::: Excerpted records :::
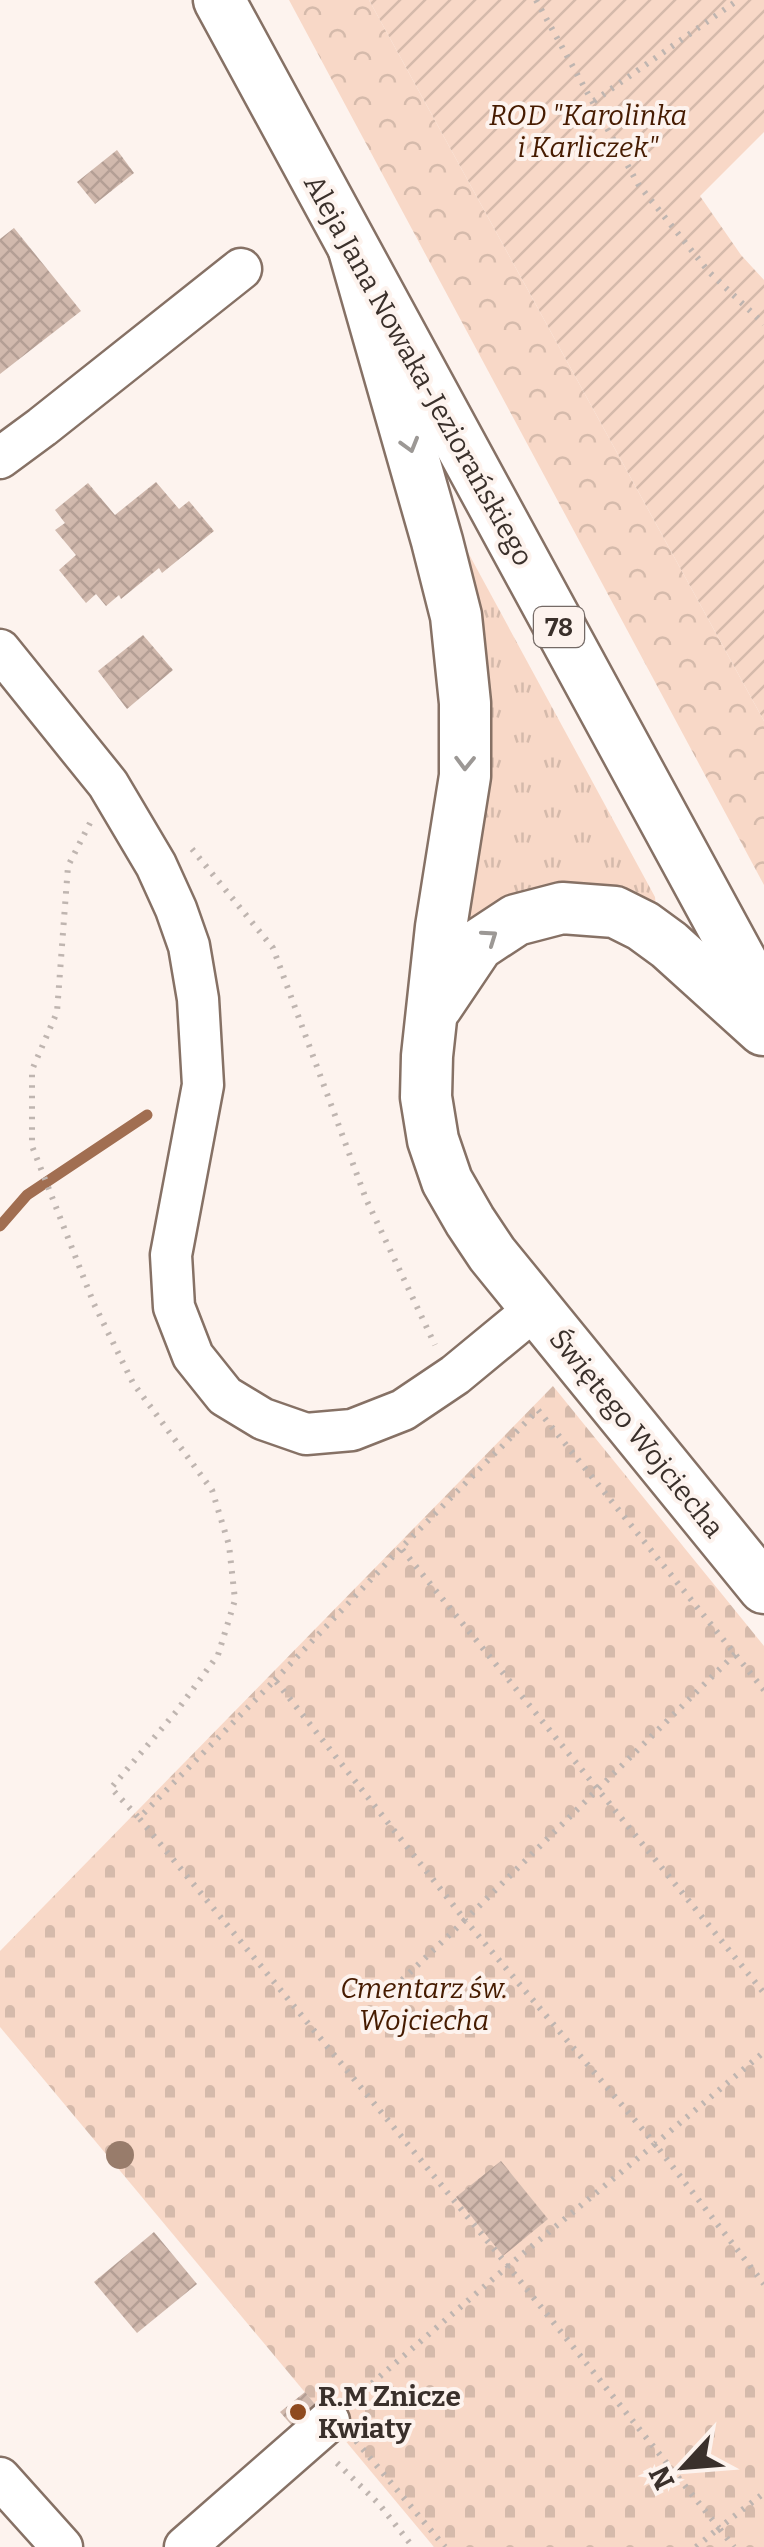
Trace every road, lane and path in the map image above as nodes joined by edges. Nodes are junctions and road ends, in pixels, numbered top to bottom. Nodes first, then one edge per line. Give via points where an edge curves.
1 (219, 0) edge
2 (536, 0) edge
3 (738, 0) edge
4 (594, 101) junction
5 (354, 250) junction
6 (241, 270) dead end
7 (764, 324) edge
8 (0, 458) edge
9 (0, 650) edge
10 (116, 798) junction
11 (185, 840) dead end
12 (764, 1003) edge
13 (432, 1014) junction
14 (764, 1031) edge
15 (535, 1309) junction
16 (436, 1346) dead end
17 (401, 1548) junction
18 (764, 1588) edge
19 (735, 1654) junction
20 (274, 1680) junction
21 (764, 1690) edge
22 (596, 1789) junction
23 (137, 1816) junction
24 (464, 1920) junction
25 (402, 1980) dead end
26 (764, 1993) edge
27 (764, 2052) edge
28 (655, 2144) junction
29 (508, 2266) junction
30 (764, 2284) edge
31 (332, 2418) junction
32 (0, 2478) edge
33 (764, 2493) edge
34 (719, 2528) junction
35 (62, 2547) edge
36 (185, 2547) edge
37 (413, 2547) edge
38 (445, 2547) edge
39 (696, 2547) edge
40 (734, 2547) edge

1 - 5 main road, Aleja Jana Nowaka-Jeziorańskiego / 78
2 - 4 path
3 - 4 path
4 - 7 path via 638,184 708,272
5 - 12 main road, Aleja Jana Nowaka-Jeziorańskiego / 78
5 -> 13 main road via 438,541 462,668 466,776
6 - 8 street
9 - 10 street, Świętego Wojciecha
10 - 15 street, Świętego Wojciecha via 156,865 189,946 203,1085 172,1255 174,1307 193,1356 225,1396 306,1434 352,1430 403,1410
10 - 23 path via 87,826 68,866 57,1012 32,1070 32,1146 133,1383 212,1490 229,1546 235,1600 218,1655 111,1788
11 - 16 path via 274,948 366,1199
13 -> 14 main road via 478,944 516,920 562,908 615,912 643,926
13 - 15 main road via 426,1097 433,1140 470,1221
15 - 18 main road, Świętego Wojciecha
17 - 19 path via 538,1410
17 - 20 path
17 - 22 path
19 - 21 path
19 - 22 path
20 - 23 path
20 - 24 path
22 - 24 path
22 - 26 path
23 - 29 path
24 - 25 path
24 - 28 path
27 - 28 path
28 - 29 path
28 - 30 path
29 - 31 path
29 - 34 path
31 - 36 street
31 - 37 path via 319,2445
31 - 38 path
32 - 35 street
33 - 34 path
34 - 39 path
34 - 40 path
:::
::: Excerpted records :::
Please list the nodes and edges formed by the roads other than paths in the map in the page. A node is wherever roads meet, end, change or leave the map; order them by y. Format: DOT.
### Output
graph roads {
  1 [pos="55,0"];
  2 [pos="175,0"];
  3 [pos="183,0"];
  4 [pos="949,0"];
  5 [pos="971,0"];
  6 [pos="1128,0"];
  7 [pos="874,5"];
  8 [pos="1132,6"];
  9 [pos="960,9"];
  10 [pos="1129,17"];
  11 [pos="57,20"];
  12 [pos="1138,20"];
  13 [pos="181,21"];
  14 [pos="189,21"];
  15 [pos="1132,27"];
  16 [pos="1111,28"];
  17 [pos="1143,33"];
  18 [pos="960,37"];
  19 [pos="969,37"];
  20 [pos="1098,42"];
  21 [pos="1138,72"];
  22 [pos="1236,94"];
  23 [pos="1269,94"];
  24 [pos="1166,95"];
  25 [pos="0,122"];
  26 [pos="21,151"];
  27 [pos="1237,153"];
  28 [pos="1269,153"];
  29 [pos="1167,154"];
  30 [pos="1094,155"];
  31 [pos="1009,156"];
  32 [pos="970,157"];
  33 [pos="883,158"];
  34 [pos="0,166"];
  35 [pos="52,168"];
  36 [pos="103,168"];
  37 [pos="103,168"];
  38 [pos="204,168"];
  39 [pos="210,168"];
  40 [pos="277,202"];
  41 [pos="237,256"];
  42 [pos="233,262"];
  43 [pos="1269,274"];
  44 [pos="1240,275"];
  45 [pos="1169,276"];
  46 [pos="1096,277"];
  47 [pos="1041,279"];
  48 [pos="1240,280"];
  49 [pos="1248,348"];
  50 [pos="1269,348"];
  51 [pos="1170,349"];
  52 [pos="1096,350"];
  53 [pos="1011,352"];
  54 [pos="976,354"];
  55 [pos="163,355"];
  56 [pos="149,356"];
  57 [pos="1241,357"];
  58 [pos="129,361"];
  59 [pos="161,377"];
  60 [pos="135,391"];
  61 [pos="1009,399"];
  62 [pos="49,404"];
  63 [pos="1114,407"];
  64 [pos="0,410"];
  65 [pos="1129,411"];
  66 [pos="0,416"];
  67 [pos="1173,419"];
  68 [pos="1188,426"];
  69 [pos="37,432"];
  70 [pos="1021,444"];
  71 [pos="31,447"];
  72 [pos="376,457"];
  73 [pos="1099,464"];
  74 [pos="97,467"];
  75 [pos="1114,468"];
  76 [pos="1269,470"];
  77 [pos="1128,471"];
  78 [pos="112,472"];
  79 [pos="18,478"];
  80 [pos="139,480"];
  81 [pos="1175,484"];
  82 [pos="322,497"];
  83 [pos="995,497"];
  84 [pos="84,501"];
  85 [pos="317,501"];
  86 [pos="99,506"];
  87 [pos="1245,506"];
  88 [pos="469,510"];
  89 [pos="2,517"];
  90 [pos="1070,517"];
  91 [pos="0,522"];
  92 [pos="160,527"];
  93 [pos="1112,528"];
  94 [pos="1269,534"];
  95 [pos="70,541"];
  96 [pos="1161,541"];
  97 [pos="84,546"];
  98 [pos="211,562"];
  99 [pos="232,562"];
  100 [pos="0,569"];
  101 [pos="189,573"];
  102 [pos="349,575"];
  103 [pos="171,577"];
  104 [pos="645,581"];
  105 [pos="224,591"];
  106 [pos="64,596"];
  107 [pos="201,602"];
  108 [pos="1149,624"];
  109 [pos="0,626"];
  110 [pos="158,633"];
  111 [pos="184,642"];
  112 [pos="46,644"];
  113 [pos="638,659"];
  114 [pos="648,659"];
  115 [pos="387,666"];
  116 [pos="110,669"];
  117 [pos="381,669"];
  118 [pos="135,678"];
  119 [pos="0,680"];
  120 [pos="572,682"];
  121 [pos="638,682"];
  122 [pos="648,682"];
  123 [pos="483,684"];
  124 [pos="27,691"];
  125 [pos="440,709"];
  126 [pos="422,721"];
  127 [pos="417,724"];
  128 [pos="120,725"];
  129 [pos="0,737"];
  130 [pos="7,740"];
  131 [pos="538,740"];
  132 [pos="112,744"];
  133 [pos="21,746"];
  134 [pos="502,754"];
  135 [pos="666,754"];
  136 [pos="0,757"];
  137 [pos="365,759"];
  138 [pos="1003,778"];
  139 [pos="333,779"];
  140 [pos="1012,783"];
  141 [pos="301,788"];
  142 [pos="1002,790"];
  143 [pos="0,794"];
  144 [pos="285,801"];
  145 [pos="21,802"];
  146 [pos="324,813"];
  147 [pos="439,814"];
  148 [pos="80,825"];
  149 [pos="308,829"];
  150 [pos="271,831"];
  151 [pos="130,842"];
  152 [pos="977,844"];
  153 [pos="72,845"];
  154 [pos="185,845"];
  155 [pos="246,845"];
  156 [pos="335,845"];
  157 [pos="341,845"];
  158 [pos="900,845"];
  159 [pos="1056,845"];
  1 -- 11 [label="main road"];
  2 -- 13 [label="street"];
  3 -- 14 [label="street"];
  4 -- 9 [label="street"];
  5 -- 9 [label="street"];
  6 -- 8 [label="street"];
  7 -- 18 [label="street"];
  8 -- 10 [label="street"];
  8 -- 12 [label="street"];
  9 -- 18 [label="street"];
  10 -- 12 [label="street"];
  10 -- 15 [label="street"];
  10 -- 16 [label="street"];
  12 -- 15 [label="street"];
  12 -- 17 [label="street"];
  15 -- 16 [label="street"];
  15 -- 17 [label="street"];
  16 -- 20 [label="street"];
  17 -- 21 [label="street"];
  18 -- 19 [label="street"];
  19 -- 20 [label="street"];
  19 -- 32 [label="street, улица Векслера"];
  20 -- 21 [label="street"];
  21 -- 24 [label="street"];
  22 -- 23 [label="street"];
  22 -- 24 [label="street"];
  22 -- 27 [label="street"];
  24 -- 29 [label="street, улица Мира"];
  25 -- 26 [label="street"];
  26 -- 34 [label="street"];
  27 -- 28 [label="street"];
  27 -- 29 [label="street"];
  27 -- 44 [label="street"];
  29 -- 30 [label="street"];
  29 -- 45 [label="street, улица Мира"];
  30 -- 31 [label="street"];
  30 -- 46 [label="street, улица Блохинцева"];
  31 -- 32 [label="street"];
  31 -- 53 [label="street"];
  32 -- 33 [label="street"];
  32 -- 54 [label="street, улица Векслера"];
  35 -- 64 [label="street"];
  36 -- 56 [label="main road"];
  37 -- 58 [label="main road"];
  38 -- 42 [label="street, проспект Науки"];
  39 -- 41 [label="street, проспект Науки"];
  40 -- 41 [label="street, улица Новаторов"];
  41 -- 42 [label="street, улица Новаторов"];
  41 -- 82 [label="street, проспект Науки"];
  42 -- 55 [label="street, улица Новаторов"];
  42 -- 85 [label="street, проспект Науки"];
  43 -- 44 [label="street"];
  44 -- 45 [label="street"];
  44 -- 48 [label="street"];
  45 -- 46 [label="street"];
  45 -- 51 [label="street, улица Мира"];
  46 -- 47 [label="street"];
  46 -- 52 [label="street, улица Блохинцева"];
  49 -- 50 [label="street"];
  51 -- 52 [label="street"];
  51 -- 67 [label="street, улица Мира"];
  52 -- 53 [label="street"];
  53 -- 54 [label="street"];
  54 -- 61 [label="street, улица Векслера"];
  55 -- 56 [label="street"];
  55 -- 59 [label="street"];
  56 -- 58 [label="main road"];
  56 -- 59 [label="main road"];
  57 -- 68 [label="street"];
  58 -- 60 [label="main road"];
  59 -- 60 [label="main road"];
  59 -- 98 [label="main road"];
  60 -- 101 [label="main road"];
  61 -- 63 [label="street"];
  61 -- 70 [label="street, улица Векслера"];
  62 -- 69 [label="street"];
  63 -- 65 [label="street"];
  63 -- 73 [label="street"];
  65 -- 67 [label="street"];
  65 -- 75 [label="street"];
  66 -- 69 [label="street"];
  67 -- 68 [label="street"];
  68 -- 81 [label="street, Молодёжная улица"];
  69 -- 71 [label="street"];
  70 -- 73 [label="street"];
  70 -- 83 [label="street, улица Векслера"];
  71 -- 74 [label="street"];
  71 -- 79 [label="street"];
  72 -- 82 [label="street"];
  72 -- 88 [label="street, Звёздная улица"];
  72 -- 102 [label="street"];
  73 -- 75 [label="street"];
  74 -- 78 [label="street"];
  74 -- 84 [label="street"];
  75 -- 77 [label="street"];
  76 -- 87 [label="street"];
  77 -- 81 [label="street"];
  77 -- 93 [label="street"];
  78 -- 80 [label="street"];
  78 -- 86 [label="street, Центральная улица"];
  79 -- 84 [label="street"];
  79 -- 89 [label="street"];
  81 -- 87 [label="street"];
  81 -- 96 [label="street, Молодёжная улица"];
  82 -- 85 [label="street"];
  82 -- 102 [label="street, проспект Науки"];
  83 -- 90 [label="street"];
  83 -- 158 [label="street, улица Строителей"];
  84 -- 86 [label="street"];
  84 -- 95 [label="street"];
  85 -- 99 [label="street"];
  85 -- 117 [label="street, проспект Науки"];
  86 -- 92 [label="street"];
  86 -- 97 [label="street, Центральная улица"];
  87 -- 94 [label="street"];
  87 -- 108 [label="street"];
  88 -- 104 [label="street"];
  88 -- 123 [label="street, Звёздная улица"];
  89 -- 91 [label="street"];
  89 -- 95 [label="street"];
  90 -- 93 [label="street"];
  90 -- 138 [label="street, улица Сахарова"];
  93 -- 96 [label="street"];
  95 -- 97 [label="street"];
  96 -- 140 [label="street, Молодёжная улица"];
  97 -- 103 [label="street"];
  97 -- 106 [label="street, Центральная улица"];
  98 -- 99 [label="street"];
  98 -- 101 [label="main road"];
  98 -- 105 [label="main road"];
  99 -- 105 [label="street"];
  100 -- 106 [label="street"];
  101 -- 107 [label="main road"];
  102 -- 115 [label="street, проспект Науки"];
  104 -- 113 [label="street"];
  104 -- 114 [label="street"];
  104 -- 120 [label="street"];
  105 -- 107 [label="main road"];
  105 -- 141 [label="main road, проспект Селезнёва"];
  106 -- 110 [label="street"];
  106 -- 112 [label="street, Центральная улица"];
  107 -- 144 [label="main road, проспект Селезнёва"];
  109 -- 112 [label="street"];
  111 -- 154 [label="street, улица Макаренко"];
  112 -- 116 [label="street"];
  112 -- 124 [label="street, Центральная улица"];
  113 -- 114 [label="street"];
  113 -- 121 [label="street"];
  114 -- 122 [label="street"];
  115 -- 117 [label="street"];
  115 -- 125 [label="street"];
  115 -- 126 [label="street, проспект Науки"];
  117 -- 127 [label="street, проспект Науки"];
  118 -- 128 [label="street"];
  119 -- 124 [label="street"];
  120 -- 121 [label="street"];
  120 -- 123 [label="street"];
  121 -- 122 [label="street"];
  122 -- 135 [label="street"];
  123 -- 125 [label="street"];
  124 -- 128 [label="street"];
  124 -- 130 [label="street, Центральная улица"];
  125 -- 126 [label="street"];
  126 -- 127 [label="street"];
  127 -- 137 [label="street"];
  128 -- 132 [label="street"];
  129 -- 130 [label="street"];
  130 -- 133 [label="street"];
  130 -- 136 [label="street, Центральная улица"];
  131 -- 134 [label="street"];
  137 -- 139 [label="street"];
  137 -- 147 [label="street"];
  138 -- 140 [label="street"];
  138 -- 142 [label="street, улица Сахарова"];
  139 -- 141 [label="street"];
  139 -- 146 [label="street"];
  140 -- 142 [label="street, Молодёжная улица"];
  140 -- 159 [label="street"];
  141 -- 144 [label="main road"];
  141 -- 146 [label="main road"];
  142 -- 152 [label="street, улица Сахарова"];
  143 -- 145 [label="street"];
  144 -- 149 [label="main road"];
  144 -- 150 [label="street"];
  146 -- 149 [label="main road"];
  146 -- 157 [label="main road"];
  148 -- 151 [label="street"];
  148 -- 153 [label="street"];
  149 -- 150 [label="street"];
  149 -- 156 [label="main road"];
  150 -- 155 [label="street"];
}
:::
» **Problem to work on**
Please return all lines above in which the string "Świętego" is found.

» **Written solution**
9 - 10 street, Świętego Wojciecha
10 - 15 street, Świętego Wojciecha via 156,865 189,946 203,1085 172,1255 174,1307 193,1356 225,1396 306,1434 352,1430 403,1410
15 - 18 main road, Świętego Wojciecha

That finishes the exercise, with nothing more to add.